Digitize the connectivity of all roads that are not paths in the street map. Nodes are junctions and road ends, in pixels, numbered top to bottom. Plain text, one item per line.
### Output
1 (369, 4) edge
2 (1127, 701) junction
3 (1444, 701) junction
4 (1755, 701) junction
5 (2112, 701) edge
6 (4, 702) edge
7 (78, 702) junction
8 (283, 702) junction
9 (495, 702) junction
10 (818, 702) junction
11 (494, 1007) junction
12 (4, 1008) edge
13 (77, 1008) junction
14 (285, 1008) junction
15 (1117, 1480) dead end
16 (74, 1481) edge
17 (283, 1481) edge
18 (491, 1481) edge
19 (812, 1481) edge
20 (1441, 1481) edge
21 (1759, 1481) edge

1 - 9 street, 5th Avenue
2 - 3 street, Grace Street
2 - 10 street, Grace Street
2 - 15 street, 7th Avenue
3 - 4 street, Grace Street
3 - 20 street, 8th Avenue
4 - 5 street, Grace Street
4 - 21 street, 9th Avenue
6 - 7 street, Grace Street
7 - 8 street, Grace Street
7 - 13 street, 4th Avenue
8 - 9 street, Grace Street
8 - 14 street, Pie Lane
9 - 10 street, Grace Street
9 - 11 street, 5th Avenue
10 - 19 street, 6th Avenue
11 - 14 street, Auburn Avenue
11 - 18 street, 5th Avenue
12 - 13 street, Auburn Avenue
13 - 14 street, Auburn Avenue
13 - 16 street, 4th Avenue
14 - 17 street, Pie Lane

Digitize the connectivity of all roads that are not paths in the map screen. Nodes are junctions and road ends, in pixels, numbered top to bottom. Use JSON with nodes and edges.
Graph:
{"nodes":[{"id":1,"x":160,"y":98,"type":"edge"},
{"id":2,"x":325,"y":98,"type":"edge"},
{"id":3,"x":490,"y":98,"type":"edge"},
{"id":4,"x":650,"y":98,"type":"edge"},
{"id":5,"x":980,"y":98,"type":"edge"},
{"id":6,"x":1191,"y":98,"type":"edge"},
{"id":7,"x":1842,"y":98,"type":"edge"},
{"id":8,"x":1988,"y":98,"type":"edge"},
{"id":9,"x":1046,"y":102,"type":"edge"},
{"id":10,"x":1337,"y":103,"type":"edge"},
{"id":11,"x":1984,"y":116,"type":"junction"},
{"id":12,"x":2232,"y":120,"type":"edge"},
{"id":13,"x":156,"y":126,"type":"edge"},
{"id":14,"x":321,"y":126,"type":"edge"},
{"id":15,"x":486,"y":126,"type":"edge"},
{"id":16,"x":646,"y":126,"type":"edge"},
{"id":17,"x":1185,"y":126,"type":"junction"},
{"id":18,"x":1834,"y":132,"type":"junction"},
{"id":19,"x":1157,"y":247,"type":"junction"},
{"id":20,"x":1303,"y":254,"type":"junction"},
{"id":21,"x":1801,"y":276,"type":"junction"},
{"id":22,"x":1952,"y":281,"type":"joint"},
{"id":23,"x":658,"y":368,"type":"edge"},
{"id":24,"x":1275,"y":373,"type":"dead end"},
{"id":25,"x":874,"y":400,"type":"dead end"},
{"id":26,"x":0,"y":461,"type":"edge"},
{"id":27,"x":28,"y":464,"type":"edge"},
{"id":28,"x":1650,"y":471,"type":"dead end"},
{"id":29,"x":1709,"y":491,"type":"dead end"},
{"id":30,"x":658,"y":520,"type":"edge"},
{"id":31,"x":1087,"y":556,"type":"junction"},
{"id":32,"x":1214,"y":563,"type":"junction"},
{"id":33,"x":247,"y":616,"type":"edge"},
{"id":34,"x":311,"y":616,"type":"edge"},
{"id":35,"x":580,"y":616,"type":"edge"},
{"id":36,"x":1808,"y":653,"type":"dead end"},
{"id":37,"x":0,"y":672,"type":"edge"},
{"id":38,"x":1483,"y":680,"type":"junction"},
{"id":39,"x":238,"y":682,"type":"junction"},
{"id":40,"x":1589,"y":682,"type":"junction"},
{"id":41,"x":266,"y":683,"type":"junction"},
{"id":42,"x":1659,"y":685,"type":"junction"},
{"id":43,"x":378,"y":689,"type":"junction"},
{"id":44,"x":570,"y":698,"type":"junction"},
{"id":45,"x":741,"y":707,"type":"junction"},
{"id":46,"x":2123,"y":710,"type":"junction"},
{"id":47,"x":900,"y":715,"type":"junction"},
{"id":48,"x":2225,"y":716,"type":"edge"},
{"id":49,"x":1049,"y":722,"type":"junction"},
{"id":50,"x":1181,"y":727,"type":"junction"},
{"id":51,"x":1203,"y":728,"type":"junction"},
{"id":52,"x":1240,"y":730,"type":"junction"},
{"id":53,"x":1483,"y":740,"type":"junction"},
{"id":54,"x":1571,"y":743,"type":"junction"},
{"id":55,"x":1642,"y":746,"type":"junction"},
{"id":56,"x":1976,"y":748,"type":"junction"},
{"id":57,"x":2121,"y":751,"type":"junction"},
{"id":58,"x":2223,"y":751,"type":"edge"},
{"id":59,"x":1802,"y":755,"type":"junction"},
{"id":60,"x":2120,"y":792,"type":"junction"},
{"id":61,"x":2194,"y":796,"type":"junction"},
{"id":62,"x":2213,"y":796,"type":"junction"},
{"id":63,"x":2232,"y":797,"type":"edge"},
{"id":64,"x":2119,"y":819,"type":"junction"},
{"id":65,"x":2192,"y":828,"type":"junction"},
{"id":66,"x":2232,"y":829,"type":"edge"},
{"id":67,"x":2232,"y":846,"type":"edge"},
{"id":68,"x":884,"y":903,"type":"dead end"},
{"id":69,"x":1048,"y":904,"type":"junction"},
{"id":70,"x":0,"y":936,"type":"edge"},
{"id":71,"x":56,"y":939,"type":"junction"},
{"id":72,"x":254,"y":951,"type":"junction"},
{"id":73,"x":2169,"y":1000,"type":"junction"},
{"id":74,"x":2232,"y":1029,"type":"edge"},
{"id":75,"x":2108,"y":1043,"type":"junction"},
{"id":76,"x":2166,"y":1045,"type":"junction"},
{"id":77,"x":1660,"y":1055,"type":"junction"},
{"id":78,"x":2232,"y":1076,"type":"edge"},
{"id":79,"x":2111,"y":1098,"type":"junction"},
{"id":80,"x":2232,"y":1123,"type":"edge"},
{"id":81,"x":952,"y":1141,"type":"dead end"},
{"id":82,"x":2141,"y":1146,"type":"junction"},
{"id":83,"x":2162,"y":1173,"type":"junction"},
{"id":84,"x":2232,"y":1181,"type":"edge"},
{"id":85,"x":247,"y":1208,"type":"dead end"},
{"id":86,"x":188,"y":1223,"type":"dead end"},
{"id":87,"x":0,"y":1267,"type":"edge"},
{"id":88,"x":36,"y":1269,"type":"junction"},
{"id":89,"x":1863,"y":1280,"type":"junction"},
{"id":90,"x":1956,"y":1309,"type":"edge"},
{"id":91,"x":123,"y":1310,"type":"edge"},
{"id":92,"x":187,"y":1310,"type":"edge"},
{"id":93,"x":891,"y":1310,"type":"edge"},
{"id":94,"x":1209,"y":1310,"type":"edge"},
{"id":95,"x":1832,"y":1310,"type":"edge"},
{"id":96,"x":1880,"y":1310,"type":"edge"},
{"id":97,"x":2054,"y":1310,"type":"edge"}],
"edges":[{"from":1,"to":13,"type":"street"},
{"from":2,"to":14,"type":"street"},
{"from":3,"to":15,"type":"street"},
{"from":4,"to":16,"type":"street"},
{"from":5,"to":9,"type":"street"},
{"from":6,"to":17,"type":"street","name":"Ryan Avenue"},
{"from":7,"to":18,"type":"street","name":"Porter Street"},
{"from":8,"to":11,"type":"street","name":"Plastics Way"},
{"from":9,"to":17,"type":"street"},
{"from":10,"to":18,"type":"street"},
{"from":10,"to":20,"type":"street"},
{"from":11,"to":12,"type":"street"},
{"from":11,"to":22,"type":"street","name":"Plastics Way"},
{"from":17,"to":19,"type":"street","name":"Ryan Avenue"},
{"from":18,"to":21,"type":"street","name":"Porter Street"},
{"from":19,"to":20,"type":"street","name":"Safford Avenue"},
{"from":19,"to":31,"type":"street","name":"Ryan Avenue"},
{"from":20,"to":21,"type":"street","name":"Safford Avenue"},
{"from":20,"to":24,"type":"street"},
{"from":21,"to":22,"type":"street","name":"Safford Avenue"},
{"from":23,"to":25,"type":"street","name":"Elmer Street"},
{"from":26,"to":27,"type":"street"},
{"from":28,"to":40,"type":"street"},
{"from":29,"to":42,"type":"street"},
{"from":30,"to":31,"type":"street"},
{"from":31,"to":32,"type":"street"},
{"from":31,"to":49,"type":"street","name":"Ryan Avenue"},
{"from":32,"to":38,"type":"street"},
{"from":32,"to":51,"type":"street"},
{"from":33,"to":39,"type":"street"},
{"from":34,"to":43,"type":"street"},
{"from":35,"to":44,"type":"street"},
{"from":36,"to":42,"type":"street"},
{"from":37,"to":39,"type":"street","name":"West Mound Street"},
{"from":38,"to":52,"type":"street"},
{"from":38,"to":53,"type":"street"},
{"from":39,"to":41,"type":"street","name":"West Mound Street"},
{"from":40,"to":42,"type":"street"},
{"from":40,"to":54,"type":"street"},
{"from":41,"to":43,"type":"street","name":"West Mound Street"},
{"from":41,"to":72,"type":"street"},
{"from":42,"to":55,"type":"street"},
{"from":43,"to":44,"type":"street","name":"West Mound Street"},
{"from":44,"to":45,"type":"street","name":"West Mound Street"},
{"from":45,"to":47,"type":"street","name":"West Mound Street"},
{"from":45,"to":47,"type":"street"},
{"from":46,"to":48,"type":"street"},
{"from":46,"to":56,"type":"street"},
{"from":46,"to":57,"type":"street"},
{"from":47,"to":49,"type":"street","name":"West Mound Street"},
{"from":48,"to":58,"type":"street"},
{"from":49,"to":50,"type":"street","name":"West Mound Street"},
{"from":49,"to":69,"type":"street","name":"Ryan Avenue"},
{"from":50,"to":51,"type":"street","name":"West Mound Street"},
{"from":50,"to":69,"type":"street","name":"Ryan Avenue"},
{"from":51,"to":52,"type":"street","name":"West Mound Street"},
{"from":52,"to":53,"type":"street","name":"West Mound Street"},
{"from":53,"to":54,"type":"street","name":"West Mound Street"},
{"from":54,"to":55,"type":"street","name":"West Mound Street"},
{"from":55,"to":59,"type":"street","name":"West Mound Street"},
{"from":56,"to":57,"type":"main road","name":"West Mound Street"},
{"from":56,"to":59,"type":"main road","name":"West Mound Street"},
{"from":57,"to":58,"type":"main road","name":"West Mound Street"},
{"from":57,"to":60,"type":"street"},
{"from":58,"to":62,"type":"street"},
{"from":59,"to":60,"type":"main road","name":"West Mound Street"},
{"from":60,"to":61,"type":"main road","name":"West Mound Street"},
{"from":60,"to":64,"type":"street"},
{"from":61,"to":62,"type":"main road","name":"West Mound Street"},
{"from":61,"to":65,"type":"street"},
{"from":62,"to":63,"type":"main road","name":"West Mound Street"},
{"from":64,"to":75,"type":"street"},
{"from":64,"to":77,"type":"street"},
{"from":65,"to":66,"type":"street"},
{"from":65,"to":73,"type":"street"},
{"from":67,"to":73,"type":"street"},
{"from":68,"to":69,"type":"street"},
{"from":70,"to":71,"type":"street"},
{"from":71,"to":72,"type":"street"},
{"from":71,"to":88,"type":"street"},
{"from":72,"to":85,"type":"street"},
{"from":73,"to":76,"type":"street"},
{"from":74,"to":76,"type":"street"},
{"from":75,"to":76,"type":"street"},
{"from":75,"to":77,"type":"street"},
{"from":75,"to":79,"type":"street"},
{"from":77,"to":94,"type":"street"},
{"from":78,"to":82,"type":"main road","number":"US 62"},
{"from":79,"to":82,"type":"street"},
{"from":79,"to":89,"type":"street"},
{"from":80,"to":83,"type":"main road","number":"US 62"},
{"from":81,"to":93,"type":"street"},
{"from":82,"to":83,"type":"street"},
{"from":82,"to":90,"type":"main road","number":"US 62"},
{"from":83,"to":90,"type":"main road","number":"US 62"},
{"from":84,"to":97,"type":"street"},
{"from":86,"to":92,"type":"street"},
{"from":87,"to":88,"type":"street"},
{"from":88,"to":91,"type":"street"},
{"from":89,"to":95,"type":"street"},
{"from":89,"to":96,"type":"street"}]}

★ ★ ★ ★ ★

Go through the material and copy each line in which the word "junctions" occurs.

Answer:
Digitize the connectivity of all roads that are not paths in the street map. Nodes are junctions and road ends, in pixels, numbered top to bottom. Plain text, one item per line.
Digitize the connectivity of all roads that are not paths in the map screen. Nodes are junctions and road ends, in pixels, numbered top to bottom. Use JSON with nodes and edges.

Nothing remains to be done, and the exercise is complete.